Assigned task:
Among the entries below, copy every line that carries the word "Tylova".

-*-*-

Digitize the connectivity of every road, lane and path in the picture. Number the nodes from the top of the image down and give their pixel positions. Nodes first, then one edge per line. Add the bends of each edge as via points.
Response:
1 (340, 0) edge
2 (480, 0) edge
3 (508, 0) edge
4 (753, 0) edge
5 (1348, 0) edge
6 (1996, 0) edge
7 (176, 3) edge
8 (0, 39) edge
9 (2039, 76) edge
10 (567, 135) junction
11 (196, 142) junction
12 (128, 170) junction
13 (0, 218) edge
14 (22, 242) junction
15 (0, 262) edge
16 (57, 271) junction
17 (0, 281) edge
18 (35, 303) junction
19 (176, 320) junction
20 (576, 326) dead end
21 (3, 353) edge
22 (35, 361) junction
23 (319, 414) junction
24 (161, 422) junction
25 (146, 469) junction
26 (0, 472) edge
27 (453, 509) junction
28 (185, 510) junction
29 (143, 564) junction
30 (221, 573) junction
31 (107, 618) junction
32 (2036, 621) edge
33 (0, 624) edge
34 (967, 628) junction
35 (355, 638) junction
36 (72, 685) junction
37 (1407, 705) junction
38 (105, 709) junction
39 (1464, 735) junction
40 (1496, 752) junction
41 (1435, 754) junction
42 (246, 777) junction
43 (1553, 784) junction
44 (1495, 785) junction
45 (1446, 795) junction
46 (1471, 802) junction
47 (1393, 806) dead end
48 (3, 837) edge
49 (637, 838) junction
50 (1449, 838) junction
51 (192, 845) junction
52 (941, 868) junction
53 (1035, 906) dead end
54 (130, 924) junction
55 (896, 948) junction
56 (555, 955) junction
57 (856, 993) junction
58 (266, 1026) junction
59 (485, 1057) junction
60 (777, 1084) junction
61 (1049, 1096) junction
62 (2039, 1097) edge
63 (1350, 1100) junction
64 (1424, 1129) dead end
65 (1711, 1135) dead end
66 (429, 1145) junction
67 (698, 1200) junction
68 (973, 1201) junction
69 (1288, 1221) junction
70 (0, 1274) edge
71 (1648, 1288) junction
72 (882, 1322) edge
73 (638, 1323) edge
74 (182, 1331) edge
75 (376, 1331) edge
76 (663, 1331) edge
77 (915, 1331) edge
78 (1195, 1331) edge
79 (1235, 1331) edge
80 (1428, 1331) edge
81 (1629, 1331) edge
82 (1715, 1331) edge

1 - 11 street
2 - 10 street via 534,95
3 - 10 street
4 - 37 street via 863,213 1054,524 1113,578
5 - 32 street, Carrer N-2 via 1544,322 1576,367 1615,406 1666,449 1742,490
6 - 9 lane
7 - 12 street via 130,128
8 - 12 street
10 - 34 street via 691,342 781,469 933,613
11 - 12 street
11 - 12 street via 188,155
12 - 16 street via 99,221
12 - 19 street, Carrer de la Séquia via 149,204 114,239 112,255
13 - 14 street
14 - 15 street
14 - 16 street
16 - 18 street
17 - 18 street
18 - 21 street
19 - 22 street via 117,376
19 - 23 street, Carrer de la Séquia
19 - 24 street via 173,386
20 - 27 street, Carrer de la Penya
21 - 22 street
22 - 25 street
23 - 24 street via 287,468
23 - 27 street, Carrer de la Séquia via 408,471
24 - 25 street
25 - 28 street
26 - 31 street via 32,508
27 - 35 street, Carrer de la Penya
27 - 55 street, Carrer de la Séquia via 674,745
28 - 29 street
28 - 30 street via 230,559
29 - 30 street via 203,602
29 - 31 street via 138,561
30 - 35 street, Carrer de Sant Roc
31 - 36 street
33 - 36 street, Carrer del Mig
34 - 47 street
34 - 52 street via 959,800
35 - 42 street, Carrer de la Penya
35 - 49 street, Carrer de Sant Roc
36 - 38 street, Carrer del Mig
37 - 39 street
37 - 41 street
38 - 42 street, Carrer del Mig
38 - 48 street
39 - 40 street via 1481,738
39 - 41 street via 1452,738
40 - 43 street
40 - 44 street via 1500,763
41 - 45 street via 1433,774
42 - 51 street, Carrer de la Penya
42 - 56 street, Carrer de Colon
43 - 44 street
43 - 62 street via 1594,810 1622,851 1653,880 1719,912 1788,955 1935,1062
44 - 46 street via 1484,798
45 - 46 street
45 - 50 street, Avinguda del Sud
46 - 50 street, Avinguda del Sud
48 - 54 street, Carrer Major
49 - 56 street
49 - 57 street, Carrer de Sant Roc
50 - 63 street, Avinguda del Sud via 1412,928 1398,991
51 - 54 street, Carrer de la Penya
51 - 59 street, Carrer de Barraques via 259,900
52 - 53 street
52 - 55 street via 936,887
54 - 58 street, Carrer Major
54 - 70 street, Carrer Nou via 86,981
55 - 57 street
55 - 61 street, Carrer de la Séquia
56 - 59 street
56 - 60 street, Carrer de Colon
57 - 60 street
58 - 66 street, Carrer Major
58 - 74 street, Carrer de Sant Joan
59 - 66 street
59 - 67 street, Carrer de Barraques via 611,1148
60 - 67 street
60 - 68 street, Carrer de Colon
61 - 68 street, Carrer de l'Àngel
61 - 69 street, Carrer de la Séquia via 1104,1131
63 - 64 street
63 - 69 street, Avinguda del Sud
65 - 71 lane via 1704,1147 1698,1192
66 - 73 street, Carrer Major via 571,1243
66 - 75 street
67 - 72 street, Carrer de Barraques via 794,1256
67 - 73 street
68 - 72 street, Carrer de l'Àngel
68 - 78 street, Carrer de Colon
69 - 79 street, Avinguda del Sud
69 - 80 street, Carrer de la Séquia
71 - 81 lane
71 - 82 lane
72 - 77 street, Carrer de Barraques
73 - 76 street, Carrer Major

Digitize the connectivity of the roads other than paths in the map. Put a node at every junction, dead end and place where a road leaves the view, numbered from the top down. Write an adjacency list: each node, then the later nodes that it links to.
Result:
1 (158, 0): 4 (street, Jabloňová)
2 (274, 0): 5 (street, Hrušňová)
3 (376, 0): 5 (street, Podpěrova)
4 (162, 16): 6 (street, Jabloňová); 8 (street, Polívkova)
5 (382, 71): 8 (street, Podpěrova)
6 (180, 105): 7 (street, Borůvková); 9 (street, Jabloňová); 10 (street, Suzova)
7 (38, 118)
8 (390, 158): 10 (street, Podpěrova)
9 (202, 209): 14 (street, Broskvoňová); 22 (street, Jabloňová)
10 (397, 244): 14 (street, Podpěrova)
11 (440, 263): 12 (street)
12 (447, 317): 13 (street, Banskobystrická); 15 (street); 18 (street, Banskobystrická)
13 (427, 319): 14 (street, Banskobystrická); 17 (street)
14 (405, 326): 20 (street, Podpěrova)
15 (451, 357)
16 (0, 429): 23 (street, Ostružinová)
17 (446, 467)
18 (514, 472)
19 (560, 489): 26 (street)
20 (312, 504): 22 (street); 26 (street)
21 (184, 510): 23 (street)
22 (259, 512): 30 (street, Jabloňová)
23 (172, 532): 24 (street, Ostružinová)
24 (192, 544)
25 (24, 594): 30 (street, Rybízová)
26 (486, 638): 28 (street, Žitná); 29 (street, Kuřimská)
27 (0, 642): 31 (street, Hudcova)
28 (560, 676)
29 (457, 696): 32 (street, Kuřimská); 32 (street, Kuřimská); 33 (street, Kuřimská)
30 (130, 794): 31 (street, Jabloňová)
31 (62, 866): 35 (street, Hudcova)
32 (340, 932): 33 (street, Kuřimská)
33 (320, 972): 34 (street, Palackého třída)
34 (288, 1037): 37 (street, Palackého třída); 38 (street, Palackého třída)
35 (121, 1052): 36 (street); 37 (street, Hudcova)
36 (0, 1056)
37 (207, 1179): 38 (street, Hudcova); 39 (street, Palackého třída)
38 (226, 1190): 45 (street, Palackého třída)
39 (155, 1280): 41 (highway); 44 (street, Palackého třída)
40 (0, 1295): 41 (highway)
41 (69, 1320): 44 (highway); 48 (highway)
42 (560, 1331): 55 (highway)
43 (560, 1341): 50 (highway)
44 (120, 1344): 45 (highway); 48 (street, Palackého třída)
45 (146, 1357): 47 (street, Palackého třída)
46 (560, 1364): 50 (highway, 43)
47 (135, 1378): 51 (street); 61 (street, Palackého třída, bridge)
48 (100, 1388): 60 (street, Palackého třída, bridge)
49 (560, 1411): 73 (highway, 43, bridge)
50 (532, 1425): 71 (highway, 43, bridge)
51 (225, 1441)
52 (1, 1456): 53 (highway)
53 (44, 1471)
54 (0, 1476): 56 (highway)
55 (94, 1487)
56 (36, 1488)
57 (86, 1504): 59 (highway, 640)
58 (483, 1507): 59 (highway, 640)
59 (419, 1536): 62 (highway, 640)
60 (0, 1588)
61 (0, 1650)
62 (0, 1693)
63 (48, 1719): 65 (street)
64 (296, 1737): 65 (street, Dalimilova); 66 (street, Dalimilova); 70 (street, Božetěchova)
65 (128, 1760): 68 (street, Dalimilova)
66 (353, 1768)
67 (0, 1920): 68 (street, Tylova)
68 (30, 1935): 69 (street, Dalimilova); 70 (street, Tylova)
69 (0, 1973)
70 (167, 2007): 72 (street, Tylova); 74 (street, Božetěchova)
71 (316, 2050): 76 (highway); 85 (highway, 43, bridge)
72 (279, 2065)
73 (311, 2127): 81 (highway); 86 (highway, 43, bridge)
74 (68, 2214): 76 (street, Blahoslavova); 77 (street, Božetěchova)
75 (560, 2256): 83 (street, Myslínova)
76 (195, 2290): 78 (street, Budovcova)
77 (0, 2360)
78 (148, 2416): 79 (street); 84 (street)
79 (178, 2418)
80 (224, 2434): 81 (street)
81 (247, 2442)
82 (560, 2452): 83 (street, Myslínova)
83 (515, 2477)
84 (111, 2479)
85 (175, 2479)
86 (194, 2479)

-*-*-

Written response:
67 (0, 1920): 68 (street, Tylova)
68 (30, 1935): 69 (street, Dalimilova); 70 (street, Tylova)
70 (167, 2007): 72 (street, Tylova); 74 (street, Božetěchova)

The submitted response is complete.